#### [What the task asks]
Line by line, restate the material exactly.

#### [Provided data]
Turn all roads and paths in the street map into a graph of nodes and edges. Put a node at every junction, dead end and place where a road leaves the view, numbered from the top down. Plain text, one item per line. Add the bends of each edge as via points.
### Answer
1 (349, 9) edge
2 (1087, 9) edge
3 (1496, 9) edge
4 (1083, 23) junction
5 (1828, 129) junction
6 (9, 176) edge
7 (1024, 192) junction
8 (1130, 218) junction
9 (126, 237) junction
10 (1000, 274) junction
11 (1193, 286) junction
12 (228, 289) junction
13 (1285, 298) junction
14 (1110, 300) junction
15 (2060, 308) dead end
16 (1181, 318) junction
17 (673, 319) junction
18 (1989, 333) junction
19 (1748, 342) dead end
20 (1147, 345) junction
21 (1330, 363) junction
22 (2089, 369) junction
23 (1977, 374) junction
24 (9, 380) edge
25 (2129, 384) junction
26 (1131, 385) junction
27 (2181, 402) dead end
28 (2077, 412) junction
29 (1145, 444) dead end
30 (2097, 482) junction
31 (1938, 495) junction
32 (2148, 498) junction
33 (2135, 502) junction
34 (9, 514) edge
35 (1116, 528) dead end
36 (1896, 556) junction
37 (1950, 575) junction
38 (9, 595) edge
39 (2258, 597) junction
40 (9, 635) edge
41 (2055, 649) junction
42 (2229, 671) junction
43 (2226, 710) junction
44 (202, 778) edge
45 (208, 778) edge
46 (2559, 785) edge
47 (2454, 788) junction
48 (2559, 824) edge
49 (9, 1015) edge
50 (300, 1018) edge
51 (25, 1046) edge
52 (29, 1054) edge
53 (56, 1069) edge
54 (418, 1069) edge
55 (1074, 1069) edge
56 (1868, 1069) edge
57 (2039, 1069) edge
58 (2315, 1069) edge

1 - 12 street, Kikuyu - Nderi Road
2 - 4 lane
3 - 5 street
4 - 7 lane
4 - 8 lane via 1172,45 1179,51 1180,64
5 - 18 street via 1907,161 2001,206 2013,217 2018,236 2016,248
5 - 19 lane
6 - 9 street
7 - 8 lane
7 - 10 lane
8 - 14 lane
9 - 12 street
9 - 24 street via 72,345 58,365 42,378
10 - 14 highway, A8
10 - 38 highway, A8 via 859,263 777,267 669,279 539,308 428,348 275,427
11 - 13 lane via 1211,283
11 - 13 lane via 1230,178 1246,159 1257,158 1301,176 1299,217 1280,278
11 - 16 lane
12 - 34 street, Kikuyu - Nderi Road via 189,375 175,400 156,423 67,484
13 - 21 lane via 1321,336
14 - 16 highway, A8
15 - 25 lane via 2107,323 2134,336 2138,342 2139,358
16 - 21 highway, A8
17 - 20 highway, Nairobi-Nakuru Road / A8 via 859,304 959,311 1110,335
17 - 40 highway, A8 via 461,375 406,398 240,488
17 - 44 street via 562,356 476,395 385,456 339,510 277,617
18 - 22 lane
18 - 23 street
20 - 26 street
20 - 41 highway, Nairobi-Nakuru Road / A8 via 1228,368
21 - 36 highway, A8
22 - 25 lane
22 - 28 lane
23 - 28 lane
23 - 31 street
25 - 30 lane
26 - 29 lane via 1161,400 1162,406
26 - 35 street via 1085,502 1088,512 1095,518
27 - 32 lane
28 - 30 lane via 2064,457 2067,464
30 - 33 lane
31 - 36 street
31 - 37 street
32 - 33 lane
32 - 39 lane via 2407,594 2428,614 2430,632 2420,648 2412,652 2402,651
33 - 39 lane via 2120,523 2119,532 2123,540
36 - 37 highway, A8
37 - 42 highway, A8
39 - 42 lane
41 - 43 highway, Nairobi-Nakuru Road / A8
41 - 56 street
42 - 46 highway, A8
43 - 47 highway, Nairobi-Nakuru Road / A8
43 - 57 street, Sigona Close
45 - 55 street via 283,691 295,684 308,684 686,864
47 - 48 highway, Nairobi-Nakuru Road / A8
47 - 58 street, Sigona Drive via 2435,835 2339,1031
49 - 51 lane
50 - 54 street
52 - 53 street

#### [Your solution]
Turn all roads and paths in the street map into a graph of nodes and edges. Put a node at every junction, dead end and place where a road leaves the view, numbered from the top down. Plain text, one item per line. Add the bends of each edge as via points.
### Answer
1 (349, 9) edge
2 (1087, 9) edge
3 (1496, 9) edge
4 (1083, 23) junction
5 (1828, 129) junction
6 (9, 176) edge
7 (1024, 192) junction
8 (1130, 218) junction
9 (126, 237) junction
10 (1000, 274) junction
11 (1193, 286) junction
12 (228, 289) junction
13 (1285, 298) junction
14 (1110, 300) junction
15 (2060, 308) dead end
16 (1181, 318) junction
17 (673, 319) junction
18 (1989, 333) junction
19 (1748, 342) dead end
20 (1147, 345) junction
21 (1330, 363) junction
22 (2089, 369) junction
23 (1977, 374) junction
24 (9, 380) edge
25 (2129, 384) junction
26 (1131, 385) junction
27 (2181, 402) dead end
28 (2077, 412) junction
29 (1145, 444) dead end
30 (2097, 482) junction
31 (1938, 495) junction
32 (2148, 498) junction
33 (2135, 502) junction
34 (9, 514) edge
35 (1116, 528) dead end
36 (1896, 556) junction
37 (1950, 575) junction
38 (9, 595) edge
39 (2258, 597) junction
40 (9, 635) edge
41 (2055, 649) junction
42 (2229, 671) junction
43 (2226, 710) junction
44 (202, 778) edge
45 (208, 778) edge
46 (2559, 785) edge
47 (2454, 788) junction
48 (2559, 824) edge
49 (9, 1015) edge
50 (300, 1018) edge
51 (25, 1046) edge
52 (29, 1054) edge
53 (56, 1069) edge
54 (418, 1069) edge
55 (1074, 1069) edge
56 (1868, 1069) edge
57 (2039, 1069) edge
58 (2315, 1069) edge

1 - 12 street, Kikuyu - Nderi Road
2 - 4 lane
3 - 5 street
4 - 7 lane
4 - 8 lane via 1172,45 1179,51 1180,64
5 - 18 street via 1907,161 2001,206 2013,217 2018,236 2016,248
5 - 19 lane
6 - 9 street
7 - 8 lane
7 - 10 lane
8 - 14 lane
9 - 12 street
9 - 24 street via 72,345 58,365 42,378
10 - 14 highway, A8
10 - 38 highway, A8 via 859,263 777,267 669,279 539,308 428,348 275,427
11 - 13 lane via 1211,283
11 - 13 lane via 1230,178 1246,159 1257,158 1301,176 1299,217 1280,278
11 - 16 lane
12 - 34 street, Kikuyu - Nderi Road via 189,375 175,400 156,423 67,484
13 - 21 lane via 1321,336
14 - 16 highway, A8
15 - 25 lane via 2107,323 2134,336 2138,342 2139,358
16 - 21 highway, A8
17 - 20 highway, Nairobi-Nakuru Road / A8 via 859,304 959,311 1110,335
17 - 40 highway, A8 via 461,375 406,398 240,488
17 - 44 street via 562,356 476,395 385,456 339,510 277,617
18 - 22 lane
18 - 23 street
20 - 26 street
20 - 41 highway, Nairobi-Nakuru Road / A8 via 1228,368
21 - 36 highway, A8
22 - 25 lane
22 - 28 lane
23 - 28 lane
23 - 31 street
25 - 30 lane
26 - 29 lane via 1161,400 1162,406
26 - 35 street via 1085,502 1088,512 1095,518
27 - 32 lane
28 - 30 lane via 2064,457 2067,464
30 - 33 lane
31 - 36 street
31 - 37 street
32 - 33 lane
32 - 39 lane via 2407,594 2428,614 2430,632 2420,648 2412,652 2402,651
33 - 39 lane via 2120,523 2119,532 2123,540
36 - 37 highway, A8
37 - 42 highway, A8
39 - 42 lane
41 - 43 highway, Nairobi-Nakuru Road / A8
41 - 56 street
42 - 46 highway, A8
43 - 47 highway, Nairobi-Nakuru Road / A8
43 - 57 street, Sigona Close
45 - 55 street via 283,691 295,684 308,684 686,864
47 - 48 highway, Nairobi-Nakuru Road / A8
47 - 58 street, Sigona Drive via 2435,835 2339,1031
49 - 51 lane
50 - 54 street
52 - 53 street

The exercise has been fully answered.